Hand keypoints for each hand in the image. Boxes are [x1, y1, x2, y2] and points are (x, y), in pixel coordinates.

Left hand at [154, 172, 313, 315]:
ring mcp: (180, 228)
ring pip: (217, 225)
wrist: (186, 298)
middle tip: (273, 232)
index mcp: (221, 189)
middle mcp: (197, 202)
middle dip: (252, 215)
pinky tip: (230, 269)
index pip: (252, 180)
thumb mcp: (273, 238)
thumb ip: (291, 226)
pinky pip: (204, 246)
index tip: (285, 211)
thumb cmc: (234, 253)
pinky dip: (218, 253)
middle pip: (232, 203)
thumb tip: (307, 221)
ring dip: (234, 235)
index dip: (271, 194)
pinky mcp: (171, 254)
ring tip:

...

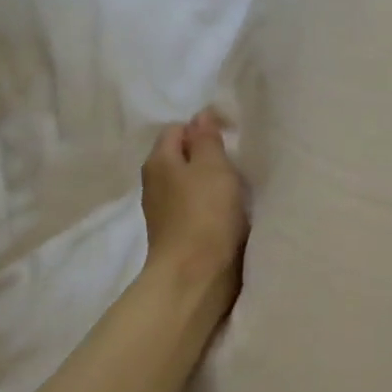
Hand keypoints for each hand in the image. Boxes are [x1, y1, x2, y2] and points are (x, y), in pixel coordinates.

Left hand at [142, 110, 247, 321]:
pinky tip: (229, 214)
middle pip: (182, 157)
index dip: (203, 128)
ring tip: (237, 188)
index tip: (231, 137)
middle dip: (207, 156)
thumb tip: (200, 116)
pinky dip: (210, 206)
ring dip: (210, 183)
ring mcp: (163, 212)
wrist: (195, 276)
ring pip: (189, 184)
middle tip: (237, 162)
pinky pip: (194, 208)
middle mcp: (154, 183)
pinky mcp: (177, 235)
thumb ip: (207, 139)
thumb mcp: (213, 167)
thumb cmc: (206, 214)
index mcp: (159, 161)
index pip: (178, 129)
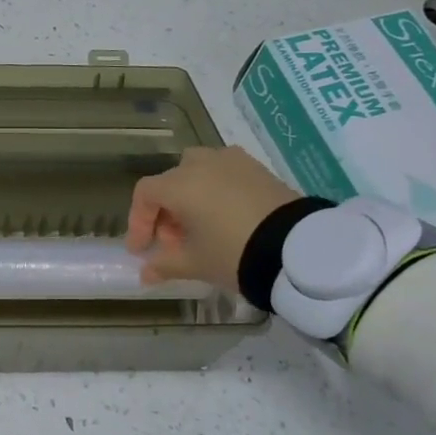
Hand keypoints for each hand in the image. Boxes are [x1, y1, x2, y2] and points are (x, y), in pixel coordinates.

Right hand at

**Task brief**
Given the word "thumb", show every line of the records that contains it.

**Solved problem**
thumb mcp: (273, 238)
thumb ip: (291, 226)
thumb cmc: (234, 253)
thumb tip: (307, 221)
thumb tip: (200, 116)
thumb ip: (207, 139)
thumb mcp: (213, 167)
thumb cmc: (206, 214)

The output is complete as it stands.